Science Made Simple: What is Cosmic Acceleration and Dark Energy?

Dark Energy Cosmic Expansion Concept

Artist’s illustration of dark energy cosmic expansion concept

What is Cosmic Acceleration and Dark Energy?

The universe is expanding, and it expands a little faster all the time. Scientists call the speeding up of this expansion cosmic acceleration. This growth increases the distance between points in the universe, just like stretching a rubber sheet would make points on that sheet move further and further apart.

The universe has experienced two distinct periods of cosmic acceleration. The first, called inflation, occurred a fraction of a second after the Big Bang. The second is the extended period of cosmic acceleration that began about 9 billion years after the Big Bang and continues today. Scientists discovered the increasing expansion of the universe in 1998 through observations of distant supernovae (exploding stars). The scientists who discovered cosmic acceleration received the 2011 Nobel Prize in Physics.

This discovery posed a new question that scientists continue to explore today: what is the “dark energy” that is overcoming the effect of gravity and pulling our universe apart? Dark energy may be an inherent feature of the universe, or it could be something related to new and unknown particles or forces. It could also be a hint that Einstein’s theory of general relativity is not a complete description of gravity.

Dark Energy Spectroscopic Instrument

The Dark Energy Spectroscopic Instrument at the Mayall Telescope at Kitt Peak National Observatory will use 5,000 robotic “eyes” to map the history of cosmic expansion. Credit: Photo courtesy of Marilyn Chung, Berkeley Lab

Cosmic Acceleration and Dark Energy Quick Facts

  • Scientists are conducting studies to determine whether dark energy is consistent with the cosmological constant, a term Albert Einstein originally included in his equations to counterbalance gravity. Alternatively, dark energy may not be constant, but something that changes over the history of the universe.
  • Dark energy accounts for about 70% of the total mass-energy of the universe. In contrast, dark matter accounts for about 25% of the universe’s mass-energy, and ordinary matter only 5%.

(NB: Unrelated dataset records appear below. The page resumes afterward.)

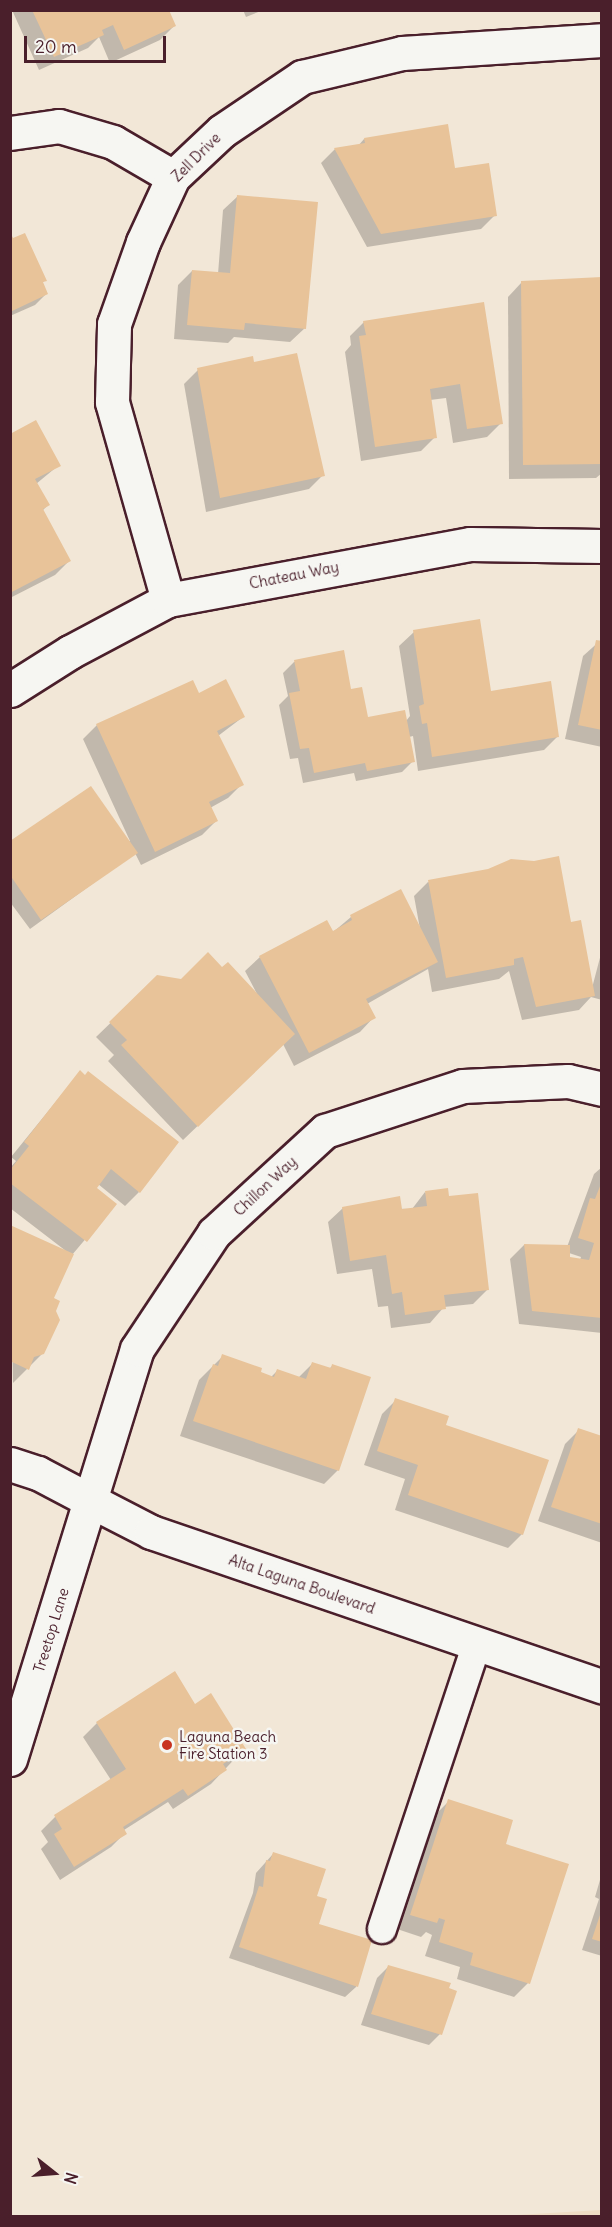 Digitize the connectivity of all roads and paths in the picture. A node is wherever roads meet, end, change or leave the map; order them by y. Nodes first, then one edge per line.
1 (602, 40) edge
2 (10, 133) edge
3 (173, 177) junction
4 (602, 546) edge
5 (168, 600) junction
6 (10, 690) edge
7 (602, 1089) edge
8 (10, 1464) edge
9 (91, 1501) junction
10 (477, 1644) junction
11 (602, 1686) edge
12 (10, 1759) edge
13 (382, 1929) dead end

1 - 3 street, Zell Drive
2 - 3 street
3 - 5 street, Zell Drive
4 - 5 street, Chateau Way
5 - 6 street, Chateau Way
7 - 9 street, Chillon Way
8 - 9 street, Alta Laguna Boulevard
9 - 10 street, Alta Laguna Boulevard
9 - 12 street, Treetop Lane
10 - 11 street, Alta Laguna Boulevard
10 - 13 lane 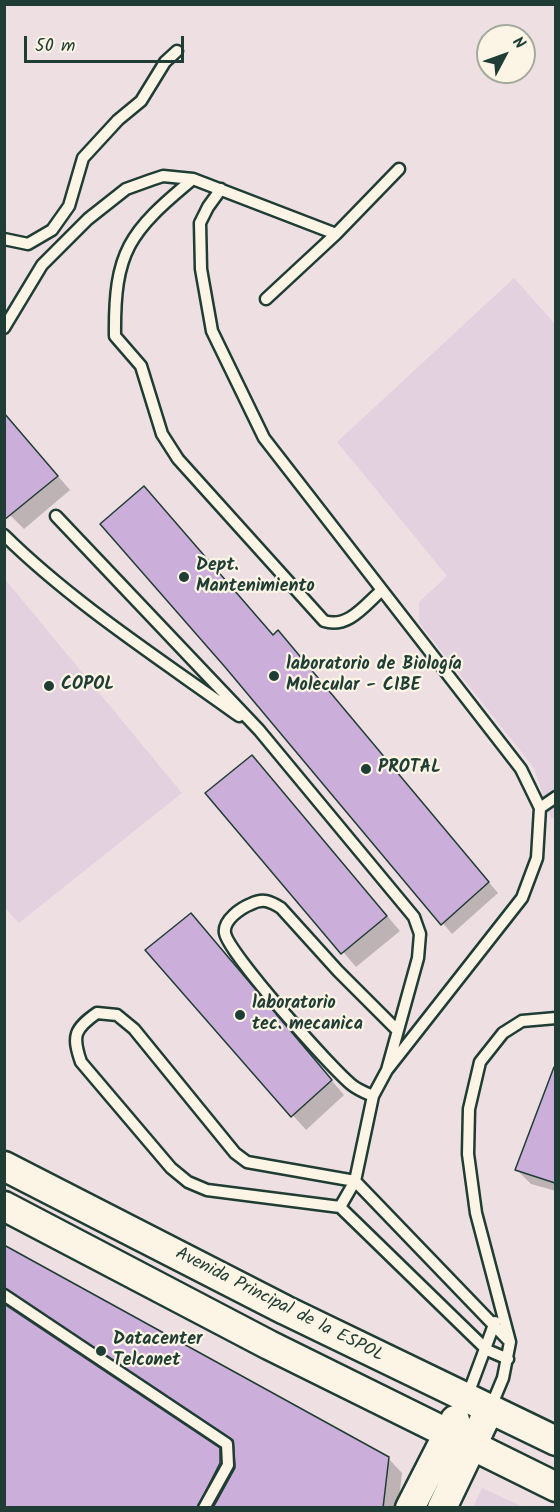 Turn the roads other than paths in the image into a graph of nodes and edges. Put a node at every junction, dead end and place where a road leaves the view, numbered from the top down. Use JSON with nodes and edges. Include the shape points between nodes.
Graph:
{"nodes":[{"id":1,"x":177,"y":51,"type":"dead end"},
{"id":2,"x":399,"y":169,"type":"dead end"},
{"id":3,"x":193,"y":179,"type":"junction"},
{"id":4,"x":221,"y":189,"type":"junction"},
{"id":5,"x":336,"y":234,"type":"junction"},
{"id":6,"x":4,"y":239,"type":"edge"},
{"id":7,"x":266,"y":298,"type":"dead end"},
{"id":8,"x":4,"y":328,"type":"edge"},
{"id":9,"x":56,"y":516,"type":"dead end"},
{"id":10,"x":4,"y":535,"type":"edge"},
{"id":11,"x":382,"y":590,"type":"junction"},
{"id":12,"x":259,"y":730,"type":"junction"},
{"id":13,"x":555,"y":797,"type":"edge"},
{"id":14,"x":540,"y":808,"type":"junction"},
{"id":15,"x":555,"y":1018,"type":"edge"},
{"id":16,"x":396,"y":1029,"type":"junction"},
{"id":17,"x":387,"y":1070,"type":"junction"},
{"id":18,"x":373,"y":1096,"type":"junction"},
{"id":19,"x":4,"y":1166,"type":"edge"},
{"id":20,"x":355,"y":1181,"type":"junction"},
{"id":21,"x":4,"y":1206,"type":"edge"},
{"id":22,"x":340,"y":1207,"type":"junction"},
{"id":23,"x":4,"y":1295,"type":"edge"},
{"id":24,"x":501,"y":1308,"type":"junction"},
{"id":25,"x":494,"y":1326,"type":"junction"},
{"id":26,"x":510,"y":1341,"type":"junction"},
{"id":27,"x":487,"y":1350,"type":"junction"},
{"id":28,"x":508,"y":1359,"type":"junction"},
{"id":29,"x":478,"y":1405,"type":"junction"},
{"id":30,"x":460,"y":1442,"type":"junction"},
{"id":31,"x":555,"y":1442,"type":"edge"},
{"id":32,"x":555,"y":1487,"type":"edge"},
{"id":33,"x":204,"y":1508,"type":"edge"},
{"id":34,"x":410,"y":1508,"type":"edge"},
{"id":35,"x":442,"y":1508,"type":"edge"}],
"edges":[{"from":1,"to":6,"type":"lane","via":[[165,62],[141,101],[83,158],[69,206],[52,230],[28,244]]},
{"from":2,"to":5,"type":"lane"},
{"from":3,"to":4,"type":"lane"},
{"from":3,"to":8,"type":"lane","via":[[163,176],[118,195],[42,265]]},
{"from":3,"to":11,"type":"lane","via":[[142,224],[128,248],[116,278],[115,336],[141,366],[162,434],[178,459],[324,621],[344,623]]},
{"from":4,"to":5,"type":"lane"},
{"from":4,"to":11,"type":"lane","via":[[200,224],[201,269],[212,331],[264,438]]},
{"from":5,"to":7,"type":"lane"},
{"from":9,"to":12,"type":"lane"},
{"from":10,"to":12,"type":"lane","via":[[124,633]]},
{"from":11,"to":14,"type":"lane","via":[[521,769]]},
{"from":12,"to":16,"type":"lane","via":[[414,917],[420,934],[418,958]]},
{"from":13,"to":14,"type":"lane"},
{"from":14,"to":17,"type":"lane","via":[[537,858],[522,898]]},
{"from":15,"to":24,"type":"lane","via":[[522,1021],[502,1034],[480,1062],[469,1109],[468,1155],[476,1213]]},
{"from":16,"to":17,"type":"lane"},
{"from":16,"to":18,"type":"lane","via":[[271,901],[260,900],[242,908],[226,925],[225,934],[236,954],[313,1045],[354,1087]]},
{"from":17,"to":18,"type":"lane"},
{"from":18,"to":20,"type":"lane"},
{"from":19,"to":29,"type":"street","name":"Avenida Principal de la ESPOL"},
{"from":20,"to":22,"type":"lane"},
{"from":20,"to":22,"type":"lane","via":[[248,1162],[235,1153],[134,1029],[117,1015],[97,1013],[80,1025],[74,1043],[81,1062],[171,1168],[188,1182],[207,1190]]},
{"from":20,"to":25,"type":"lane"},
{"from":21,"to":30,"type":"street","name":"Avenida Principal de la ESPOL"},
{"from":22,"to":27,"type":"lane"},
{"from":23,"to":33,"type":"lane","via":[[227,1444],[228,1465]]},
{"from":24,"to":25,"type":"lane"},
{"from":24,"to":26,"type":"lane"},
{"from":25,"to":26,"type":"lane"},
{"from":25,"to":27,"type":"lane"},
{"from":26,"to":28,"type":"lane"},
{"from":27,"to":28,"type":"lane"},
{"from":27,"to":29,"type":"lane"},
{"from":28,"to":29,"type":"lane"},
{"from":29,"to":30,"type":"street"},
{"from":29,"to":31,"type":"street","name":"Avenida Principal de la ESPOL"},
{"from":30,"to":32,"type":"street","name":"Avenida Principal de la ESPOL"},
{"from":30,"to":34,"type":"street"},
{"from":30,"to":35,"type":"street"}]} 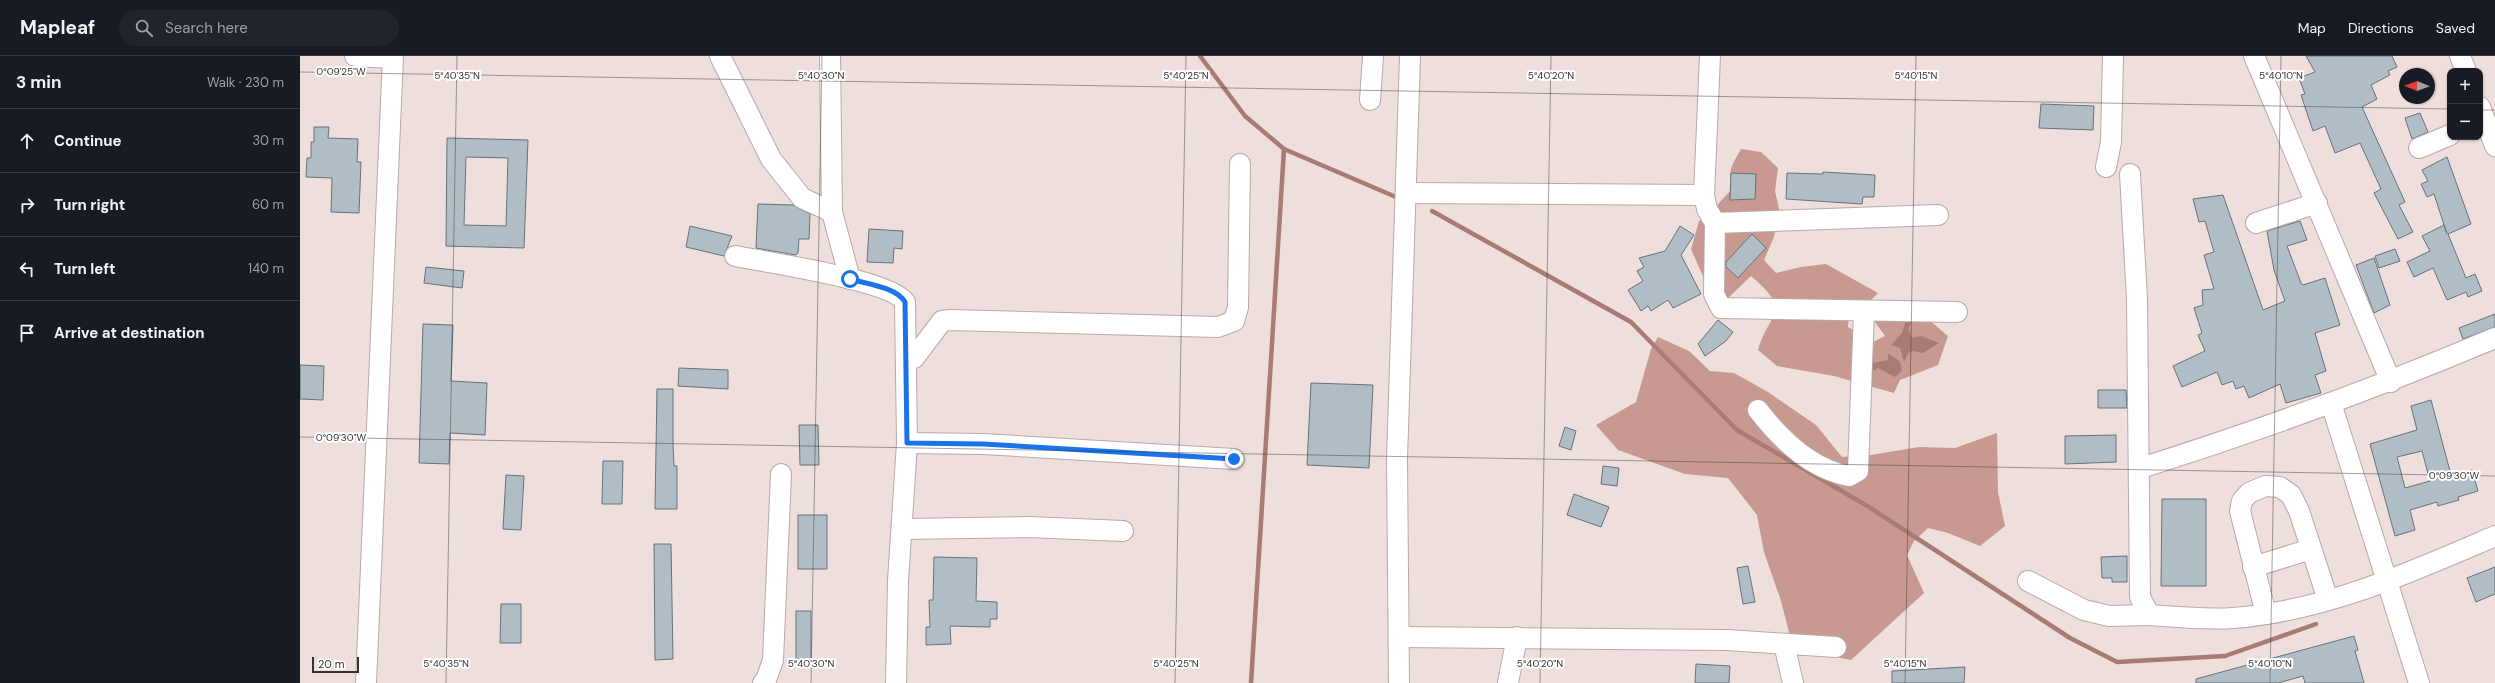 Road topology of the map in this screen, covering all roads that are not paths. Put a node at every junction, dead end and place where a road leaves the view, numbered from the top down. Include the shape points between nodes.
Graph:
1 (355, 56) edge
2 (720, 56) edge
3 (830, 56) edge
4 (1373, 56) edge
5 (1410, 56) edge
6 (1710, 56) edge
7 (2113, 56) edge
8 (2254, 56) edge
9 (2460, 56) edge
10 (392, 57) edge
11 (2465, 68) edge
12 (1370, 100) dead end
13 (2483, 119) edge
14 (2447, 137) edge
15 (2495, 146) edge
16 (2419, 148) dead end
17 (1240, 164) dead end
18 (2106, 167) dead end
19 (2130, 174) dead end
20 (1407, 193) junction
21 (1704, 195) junction
22 (2318, 203) junction
23 (832, 212) junction
24 (1938, 215) dead end
25 (1715, 223) junction
26 (2256, 223) dead end
27 (735, 256) dead end
28 (850, 279) junction
29 (1864, 311) junction
30 (1957, 312) dead end
31 (2495, 338) edge
32 (906, 361) junction
33 (2390, 382) junction
34 (2331, 403) junction
35 (1758, 410) dead end
36 (907, 443) junction
37 (1234, 459) dead end
38 (2141, 468) junction
39 (781, 474) dead end
40 (902, 529) junction
41 (1123, 532) dead end
42 (2495, 536) edge
43 (2311, 549) junction
44 (2253, 567) junction
45 (2028, 581) dead end
46 (2386, 583) junction
47 (2328, 600) junction
48 (2266, 614) junction
49 (2149, 615) junction
50 (1400, 637) junction
51 (1517, 637) junction
52 (1784, 644) junction
53 (1836, 647) dead end
54 (366, 683) edge
55 (762, 683) edge
56 (896, 683) edge
57 (1399, 683) edge
58 (1508, 683) edge
59 (1793, 683) edge
60 (2419, 683) edge

1 - 10 street
2 - 23 street via 771,159 802,198
3 - 23 street
4 - 12 street
5 - 20 street
6 - 21 street
7 - 18 street via 2111,142
8 - 22 street
9 - 11 street
10 - 54 street
13 - 15 street
14 - 16 street
17 - 32 street via 1238,307 1234,321 1218,327 950,320 942,321 914,358
19 - 38 street via 2137,300
20 - 21 street
20 - 50 street via 1397,459
21 - 25 street via 1707,209
22 - 26 street
22 - 33 street
23 - 28 street
24 - 25 street
25 - 29 street via 1714,294 1721,308
27 - 28 street
28 - 32 street via 886,289 905,302
29 - 30 street
29 - 35 street via 1858,471 1849,476 1835,473 1792,448 1774,431
31 - 33 street
32 - 36 street
33 - 34 street
34 - 38 street
34 - 46 street
36 - 37 street via 983,444
36 - 40 street
38 - 49 street via 2140,597
39 - 55 street via 773,660 766,680
40 - 41 street via 1029,527
40 - 56 street
42 - 46 street
43 - 44 street
43 - 44 street via 2291,495 2280,487 2265,486 2249,493 2242,501 2240,511
43 - 47 street
44 - 48 street
45 - 49 street via 2084,610 2109,616
46 - 47 street
46 - 60 street
47 - 48 street
48 - 49 street via 2232,618
50 - 51 street
50 - 57 street
51 - 52 street
51 - 58 street
52 - 53 street
52 - 59 street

DOE Office of Science: Contributions to Cosmic Acceleration & Dark Energy

The Department of Energy supports researchers who seek to understand cosmic expansion and dark energy. Scientists supported by DOE partner with the National Science Foundation and other organizations to build specialized, sensitive detectors. Teams of scientists are conducting experiments to measure characteristics of the cosmic microwave background, faint light left over from the hot early universe. Their work may provide clues about the early inflation of the universe. Scientists also use large-scale ground-based telescope surveys to gather data about the past and present universe that will improve our understanding of the universe’s long-term history. These surveys will help shed light on the nature of dark energy.

11 Comments on "Science Made Simple: What is Cosmic Acceleration and Dark Energy?"

  1. Howard Jeffrey Bender | February 27, 2021 at 12:28 pm | Reply

    Another way to explain Dark Energy is suggested by String Theory. All matter and energy, including photons (light), have vibrating strings as their basis.

    String and anti-string pairs are speculated to be created in the quantum foam, a roiling energy field suggested by quantum mechanics, and they immediately annihilate each other. If light passes near these string/anti-string annihilations, perhaps some of that annihilation energy is absorbed by the string in the light. Then the Fraunhofer lines in that light will move a bit towards the blue and away from the red shift. As this continues in an expanding universe we get the same curve displayed by Perlmutter and colleagues at their Nobel Prize lecture, without the need for Dark Energy.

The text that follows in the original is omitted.